Finally, AWS Batch keeps everything running smoothly, making sure your jobs get the resources they need without breaking the bank.

With this powerhouse lineup, AWS has positioned itself as a serious player in the HPC arena. Whether you're modeling weather patterns or training the next big AI model, AWS has the tools to get the job done.

Setting up for HPC workload profiling

Let's get your AWS environment ready for HPC workload profiling. It's like prepping a race car - you need the right tools and setup.

AWS setup for profiling

First, configure your AWS services. Set up EC2 instances, storage, and networking for HPC workloads.
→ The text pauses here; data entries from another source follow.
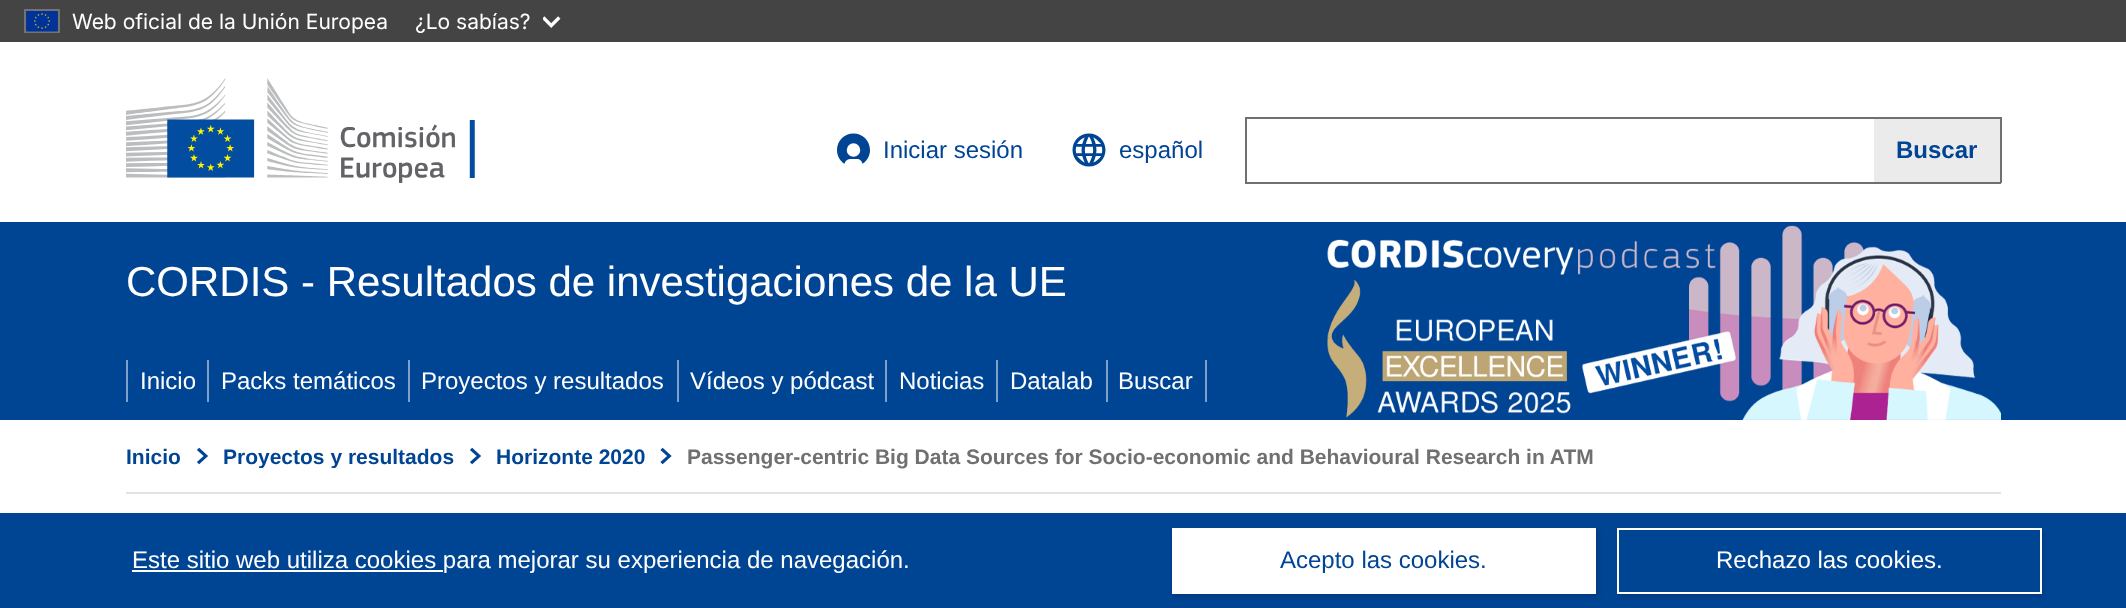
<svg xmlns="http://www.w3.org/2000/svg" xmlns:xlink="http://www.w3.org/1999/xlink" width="2126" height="608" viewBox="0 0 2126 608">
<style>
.cls-1{font:21px Inter;fill:#ffffff}
.cls-2{font:24px Liberation Sans;fill:#004494}
.cls-3{font:bold 24px Liberation Sans;fill:#004494}
.cls-4{font:42px Liberation Sans;fill:#ffffff}
.cls-5{font:24px Liberation Sans;fill:#ffffff}
.cls-6{font:bold 21px Liberation Sans;fill:#004494}
.cls-7{font:bold 21px Liberation Sans;fill:#707070}
</style>
<defs>
<clipPath id="clip1"><rect x="224" y="444" width="231" height="24"/></clipPath>
</defs>
<rect width="100%" height="100%" fill="#ffffff"/>
<rect fill="#444444" x="0" y="0" width="2126" height="42"/>
<rect fill="none" stroke="#737373" stroke-width="2" x="25" y="10" width="34" height="22"/>
<image xlink:href="image0.png" x="26" y="11" width="32" height="21"/>
<image xlink:href="image1.png" x="543" y="16" width="18" height="12"/>
<image xlink:href="image2.png" x="126" y="78" width="349" height="105"/>
<image xlink:href="image3.png" x="837" y="133" width="33" height="31"/>
<image xlink:href="image4.png" x="1072" y="133" width="34" height="34"/>
<rect fill="#707070" x="1245" y="117" width="756" height="2"/>
<rect fill="#707070" x="1245" y="182" width="629" height="2"/>
<rect fill="#707070" x="1245" y="117" width="2" height="66"/>
<rect fill="#ebebeb" x="1874" y="119" width="126" height="63"/>
<rect fill="#707070" x="2000" y="117" width="2" height="66"/>
<rect fill="#707070" x="1874" y="182" width="127" height="2"/>
<rect fill="#004494" x="0" y="222" width="2126" height="198"/>
<image xlink:href="image5.png" x="1327" y="225" width="674" height="195"/>
<rect fill="#7fa1c9" x="126" y="360" width="2" height="42"/>
<rect fill="#7fa1c9" x="207" y="360" width="2" height="42"/>
<rect fill="#7fa1c9" x="408" y="360" width="2" height="42"/>
<rect fill="#7fa1c9" x="677" y="360" width="2" height="42"/>
<rect fill="#7fa1c9" x="885" y="360" width="2" height="42"/>
<rect fill="#7fa1c9" x="996" y="360" width="2" height="42"/>
<rect fill="#7fa1c9" x="1106" y="360" width="2" height="42"/>
<rect fill="#7fa1c9" x="1205" y="360" width="2" height="42"/>
<rect fill="#e3e3e3" x="126" y="492" width="1875" height="2"/>
<image xlink:href="image6.png" x="197" y="447" width="11" height="18"/>
<image xlink:href="image6.png" x="470" y="447" width="11" height="18"/>
<image xlink:href="image7.png" x="660" y="447" width="12" height="18"/>
<rect fill="#004494" x="0" y="513" width="2126" height="95"/>
<rect fill="#ffffff" x="132" y="570" width="311" height="2"/>
<rect fill="#000000" fill-opacity="0.15" filter="blur(2px)" x="1173" y="531" width="425" height="66"/>
<rect fill="#ffffff" x="1172" y="528" width="424" height="66"/>
<rect fill="#000000" fill-opacity="0.15" filter="blur(2px)" x="1619" y="531" width="424" height="66"/>
<rect fill="#004494" stroke="#ffffff" stroke-width="2" x="1618" y="529" width="423" height="64"/>
<text class="cls-1" x="72" y="29">Web oficial de la Unión Europea</text>
<text class="cls-1" x="415" y="29">¿Lo sabías?</text>
<text class="cls-2" x="883" y="158">Iniciar sesión</text>
<text class="cls-2" x="1119" y="158">español</text>
<text class="cls-3" x="1896" y="158">Buscar</text>
<text class="cls-4" x="126" y="296">CORDIS - Resultados de investigaciones de la UE</text>
<text class="cls-5" x="140" y="389">Inicio</text>
<text class="cls-5" x="221" y="389">Packs temáticos</text>
<text class="cls-5" x="421" y="389">Proyectos y resultados</text>
<text class="cls-5" x="690" y="389">Vídeos y pódcast</text>
<text class="cls-5" x="899" y="389">Noticias</text>
<text class="cls-5" x="1010" y="389">Datalab</text>
<text class="cls-5" x="1118" y="389">Buscar</text>
<text class="cls-6" x="126" y="464">Inicio</text>
<g clip-path="url(#clip1)">
<text class="cls-6" x="223" y="464">Proyectos y resultados</text>
</g>
<text class="cls-6" x="496" y="464">Horizonte 2020</text>
<text class="cls-7" x="687" y="464">Passenger-centric Big Data Sources for Socio-economic and Behavioural Research in ATM</text>
<text class="cls-5" x="132" y="568">Este sitio web utiliza cookies para mejorar su experiencia de navegación.</text>
<text class="cls-2" x="1280" y="568">Acepto las cookies.</text>
<text class="cls-5" x="1716" y="568">Rechazo las cookies.</text>
</svg>
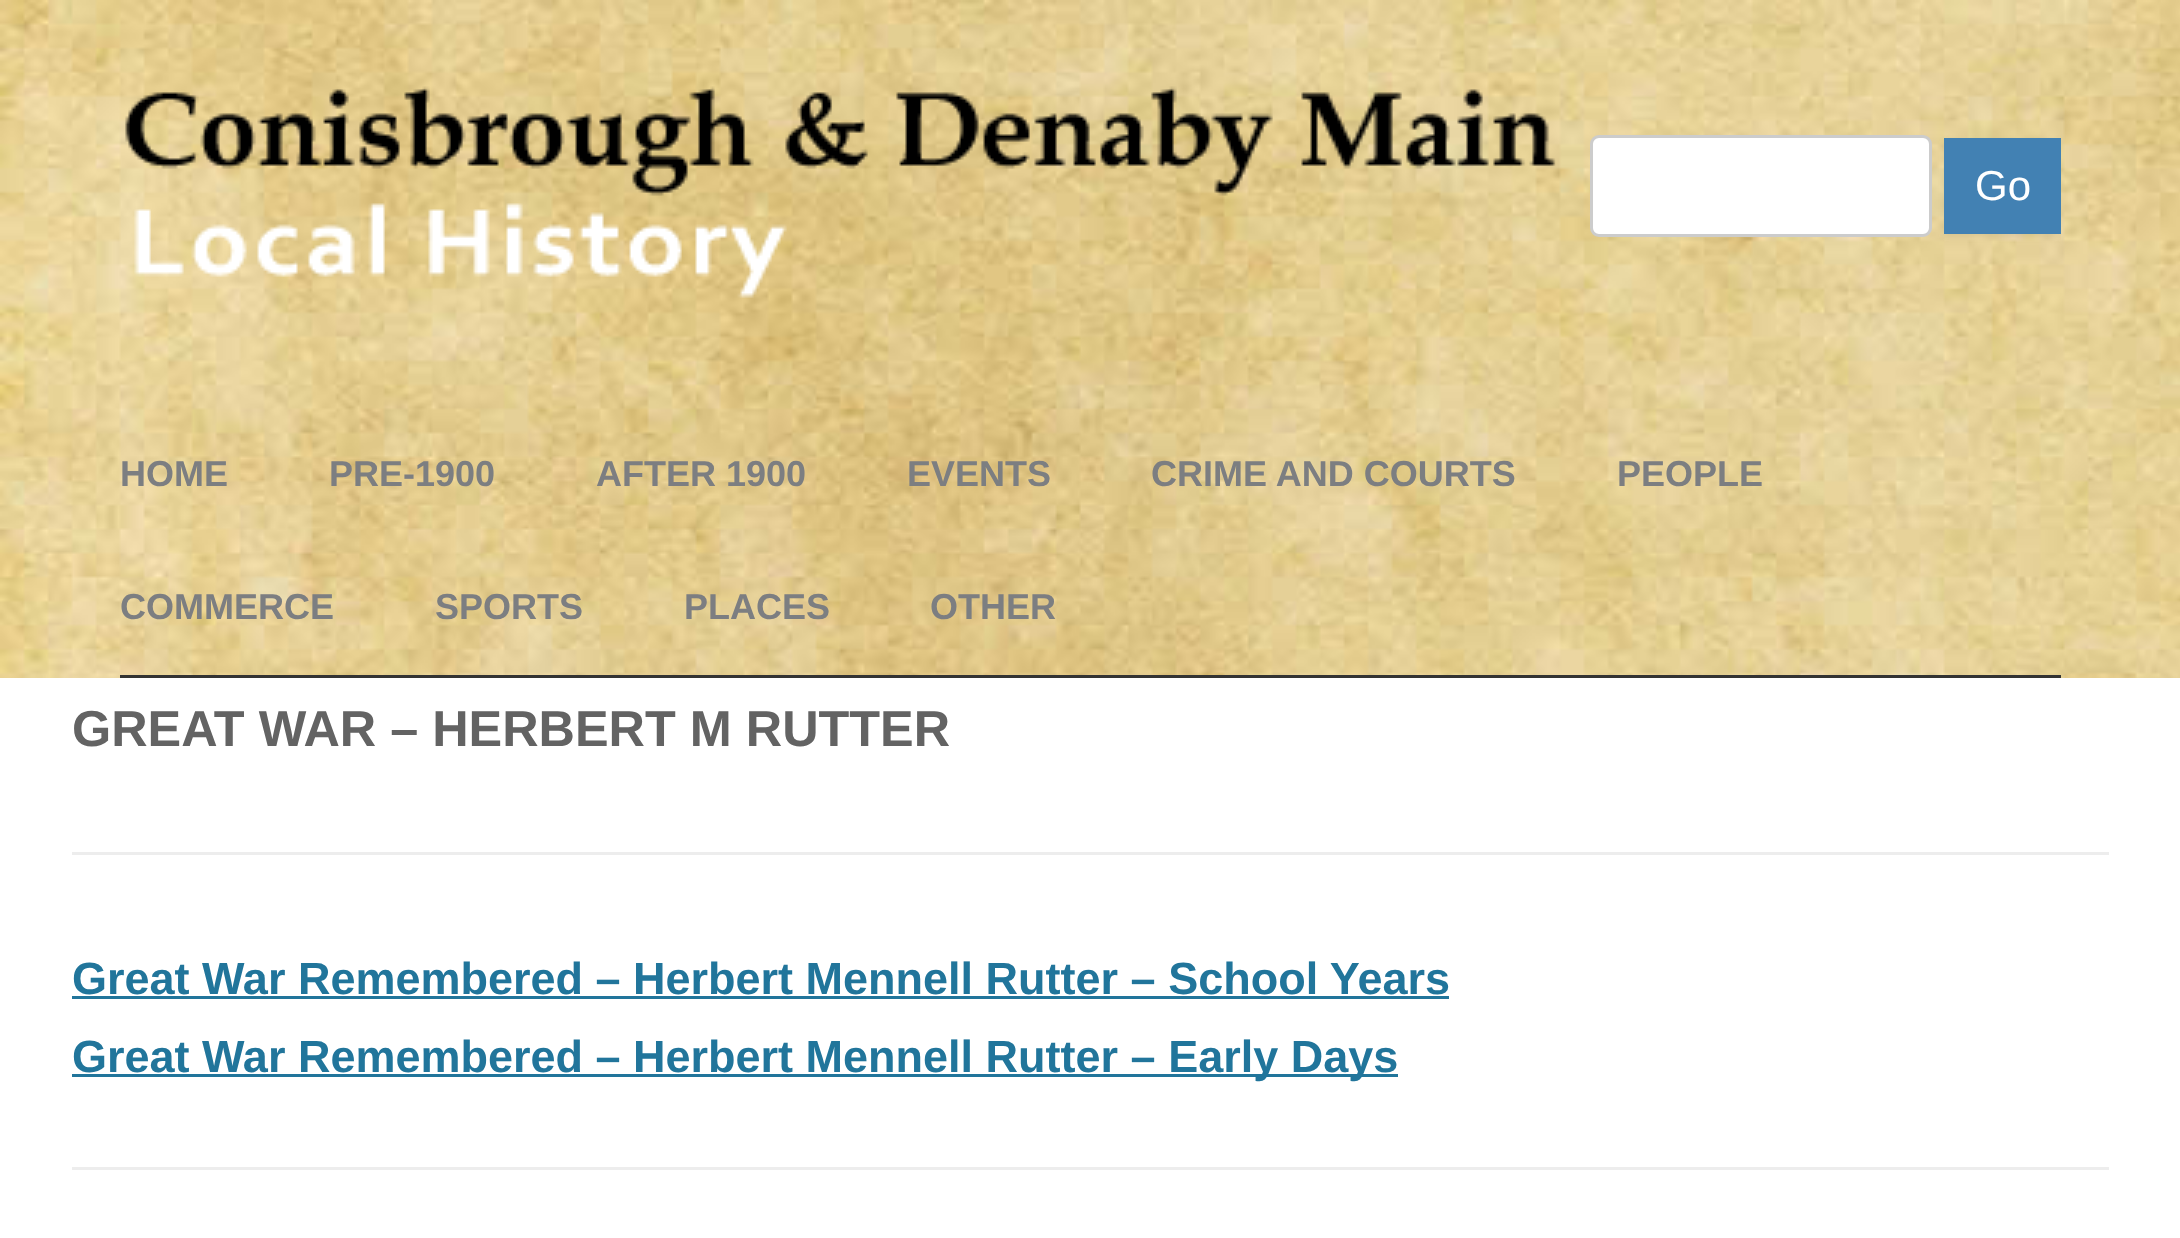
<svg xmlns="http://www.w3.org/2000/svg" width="2180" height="1238">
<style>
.a{font:42px Liberation Sans;fill:#fff}
.b{font:bold 36px Liberation Sans;fill:#7c7e81}
.c{font:bold 50.4px Liberation Sans;fill:#636363}
.d{font:bold 45px Liberation Sans;fill:#21759b}
</style>
<defs>
<clipPath id="clip1"><path d="M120 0h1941v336H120z"/></clipPath>
</defs>
<rect width="100%" height="100%" fill="#fff"/>
<image href="1.png" x="0" y="0" width="2180" height="678"/>
<image href="2.png" x="125" y="86" width="1431" height="212"/>
<rect fill="#fff" stroke="#ccc" stroke-width="3" x="1591.5" y="136.5" width="339" height="99" rx="7.5"/>
<g clip-path="url(#clip1)">
<path fill="#4040401a" filter="blur(3px)" d="M1944 141h117v96H1944z"/>
</g>
<path fill="#4281b3" d="M1944 138h117v96H1944z"/>
<path fill="#333" d="M120 675h1941v3H120z"/>
<path fill="#ededed" d="M72 852h2037v3H72z"/>
<path fill="#21759b" d="M72 996h1377v3H72z"/>
<path fill="#21759b" d="M72 1074h1326v3H72z"/>
<path fill="#ededed" d="M72 1167h2037v3H72z"/>
<text class="a" x="1975" y="200">Go</text>
<text class="b" x="120" y="486">HOME</text>
<text class="b" x="329" y="486">PRE-1900</text>
<text class="b" x="596" y="486">AFTER 1900</text>
<text class="b" x="907" y="486">EVENTS</text>
<text class="b" x="1151" y="486">CRIME AND COURTS</text>
<text class="b" x="1617" y="486">PEOPLE</text>
<text class="b" x="120" y="619">COMMERCE</text>
<text class="b" x="435" y="619">SPORTS</text>
<text class="b" x="684" y="619">PLACES</text>
<text class="b" x="930" y="619">OTHER</text>
<text class="c" x="72" y="746">GREAT WAR – HERBERT M RUTTER</text>
<text class="d" x="72" y="994">Great War Remembered – Herbert Mennell Rutter – School Years</text>
<text class="d" x="72" y="1072">Great War Remembered – Herbert Mennell Rutter – Early Days</text>
</svg>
For Amazon EC2, pick the right instance type. AWS offers these HPC-optimized families:

Instance Family	Best For	Available Types
Hpc6a	AMD-based compute	hpc6a.48xlarge
Hpc6id	Intel-based with high memory	hpc6id.32xlarge
Hpc7a	Latest AMD processors	hpc7a.12xlarge, hpc7a.24xlarge, hpc7a.48xlarge, hpc7a.96xlarge
Hpc7g	ARM-based with AWS Graviton	hpc7g.4xlarge, hpc7g.8xlarge, hpc7g.16xlarge

Setting up instances for profiling

Now, tweak some kernel parameters for profiling tools access:

For User-Mode sampling:

echo 0 | sudo tee /proc/sys/kernel/yama/ptrace_scope

For Hardware Event-Based sampling:

echo 0 | sudo tee /proc/sys/kernel/perf_event_paranoid

These commands lower security restrictions that might block profiling tools.

Key profiling tools

Time for the profiling tools. Let's use Intel® VTune™ Profiler:

Install VTune Profiler on your instance.
Launch it:

sudo <vtune_install_dir>/vtune_profiler/bin64/vtune-gui

Create a new project and set your analysis settings.

VTune Profiler will collect data and show where your HPC workload spends its time in the "Hotspots by CPU Utilization" view.

Best practices for HPC profiling

Picking the right instance types

Choosing the best EC2 instance for HPC is crucial. Here's what you need to know:

C5 instances: Great for compute-heavy tasks like scientific simulations
R5 instances: Ideal for memory-intensive jobs like big data analysis
I3 instances: Perfect for tasks needing fast storage, thanks to NVMe SSDs

Top HPC instance types:

Instance Type	vCPUs	Memory (GiB)	Network Performance	Best For
c5n.18xlarge	72	192	100 Gbps	Compute-intensive tasks
r5.24xlarge	96	768	25 Gbps	Memory-intensive jobs
i3.16xlarge	64	488	25 Gbps	High I/O operations

Don't oversize. Pick instances that fit your job without wasting resources.

Improving network performance

Fast networking is key for HPC. Here's how to speed things up:

Use cluster placement groups to reduce latency
Turn off Hyper-Threading for floating-point heavy jobs
Choose high network throughput instances (C5n and P3dn offer up to 100 Gbps)
Try Elastic Fabric Adapter (EFA) for apps needing lots of inter-instance communication

Storage best practices

Good storage can make or break your HPC job:

Use Amazon FSx for Lustre for big data sets (hundreds of GB/s throughput)
Pick EBS-optimized instances for fast, dedicated EBS connections
Use instance store volumes for temporary, high-speed storage

Storage options compared:

Storage Type	Best For	Performance
Amazon FSx for Lustre	Large datasets, high throughput	Up to hundreds of GB/s
EBS volumes	Persistent storage	Varies by volume type
Instance store	Temporary, high-performance storage	Very high (directly attached)

Profiling methods

HPC workload profiling on AWS isn't one-size-fits-all. Here are three key methods:

User-mode sampling

This method interrupts processes to collect data. It's like taking snapshots of your app's performance.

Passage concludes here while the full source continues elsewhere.